Co-authored with Alex Tapscott
Yes, the digital revolution has brought countless wonders. The Internet, the World Wide Web, social media, mobile computing, geospatiality, big data, and the cloud have enabled myriad wonderful developments in virtually every aspect of life.
But when it comes to business, a careful analysis shows that, to date, the changes are only scratching the surface. Capitalism's basic institution, the corporation, has remained relatively unchanged. Hierarchy, vertical integration, and bureaucracy -- hallmarks of the industrial age -- still reign. And when it comes to the economy as a whole, the digital revolution has not had a positive impact on prosperity for most. Social inequality is growing, and most economists are predicting decades of structural unemployment. The economies of many developed countries are growing, but for the first time in history, there is no commensurate job creation. Most people on the planet don't participate in the digital economy.
Instead of being the solution, technology has been a big part of the problem, and not just because a new round of automation, robotics, or disruptive business models are wiping out important parts of the workforce. The old paradigm in technology and media, whether broadcasting, print, or mainframe computing, was centralized, controlled by powerful forces, and the recipients were passive. The new paradigm was supposed to be distributed, controlled by everyone, and empowering active participants. However, the distributed Internet was dropped into an economy that has concentrated power structures with an asymmetrical ability to shape this new tool for their own purposes. Whether we're looking at the old financial-services behemoths, the new titans of Silicon Valley, or the vast government bureaucracies that mine the digital world to monitor their citizens, it's clear that the dream of a new age of empowerment and participation, free from the power structures of the industrial age, has proved elusive. Wealth, prosperity, and freedom have arrived, but only for a few.
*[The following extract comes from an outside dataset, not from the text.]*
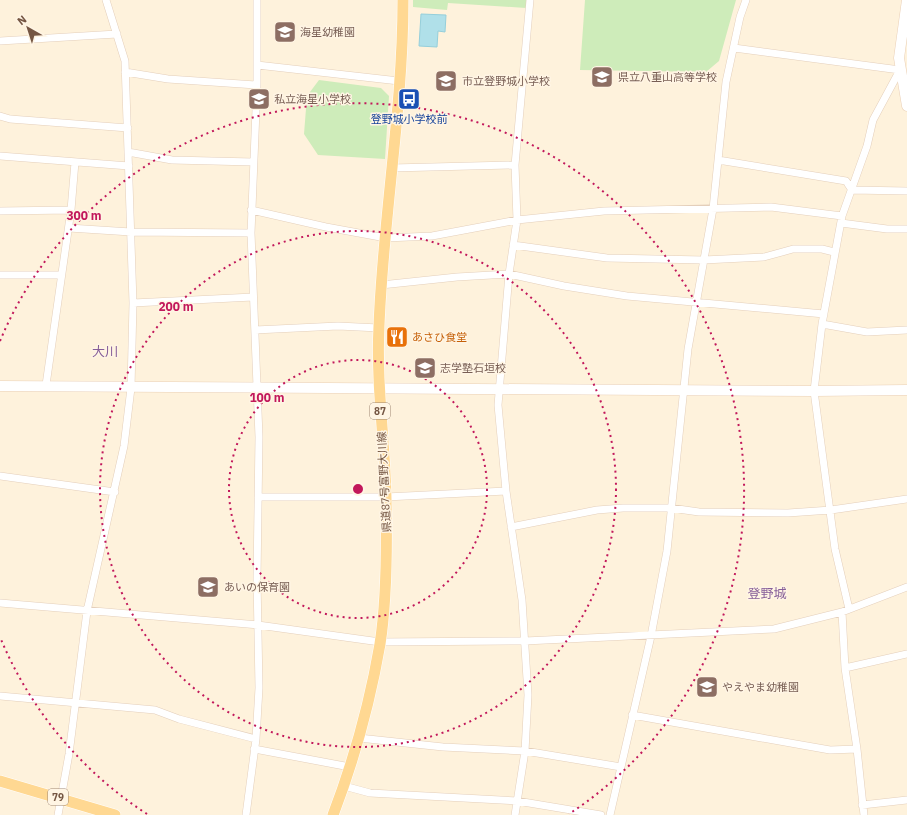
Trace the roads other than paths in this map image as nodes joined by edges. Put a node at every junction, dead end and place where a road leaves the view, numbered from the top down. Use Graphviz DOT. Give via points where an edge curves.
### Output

The Internet, as it's currently designed, is not all that good for doing business, let alone the peer-to-peer business that can democratize prosperity and engage the world's population more directly in the global economy. The Internet is great for collaboration and information exchange, but when it comes to transactions and commerce, it has some deep flaws.
Overall it has enabled many positive changes -- for those with access to it. Without an economic layer to the Net, we can't establish each other's identity or trust each other to make transactions without validation from a third party like a bank or a government. Quite the opposite: It allows people to commit fraud, collect our data, and invade our privacy. It excludes 2.5 billion people from the global financial system. It channels power and prosperity to those who already have it, even if they're no longer earning it.
The next generation of the Internet can be the key to solving those problems. The digital revolution is bringing a new and radically different platform for business and other institutions that can take us through the next quarter-century of human progress. At the core of this next generation is a piece of software ingenuity that may surprise you. It is the technology underlying the digital currency Bitcoin, a technology known simply as the blockchain. This technology platform is open and programmable and therefore holds the potential to unleash countless new applications -- of which Bitcoin is one -- and as-yet-unrealized capabilities that have the potential to transform everything in the next 25 years.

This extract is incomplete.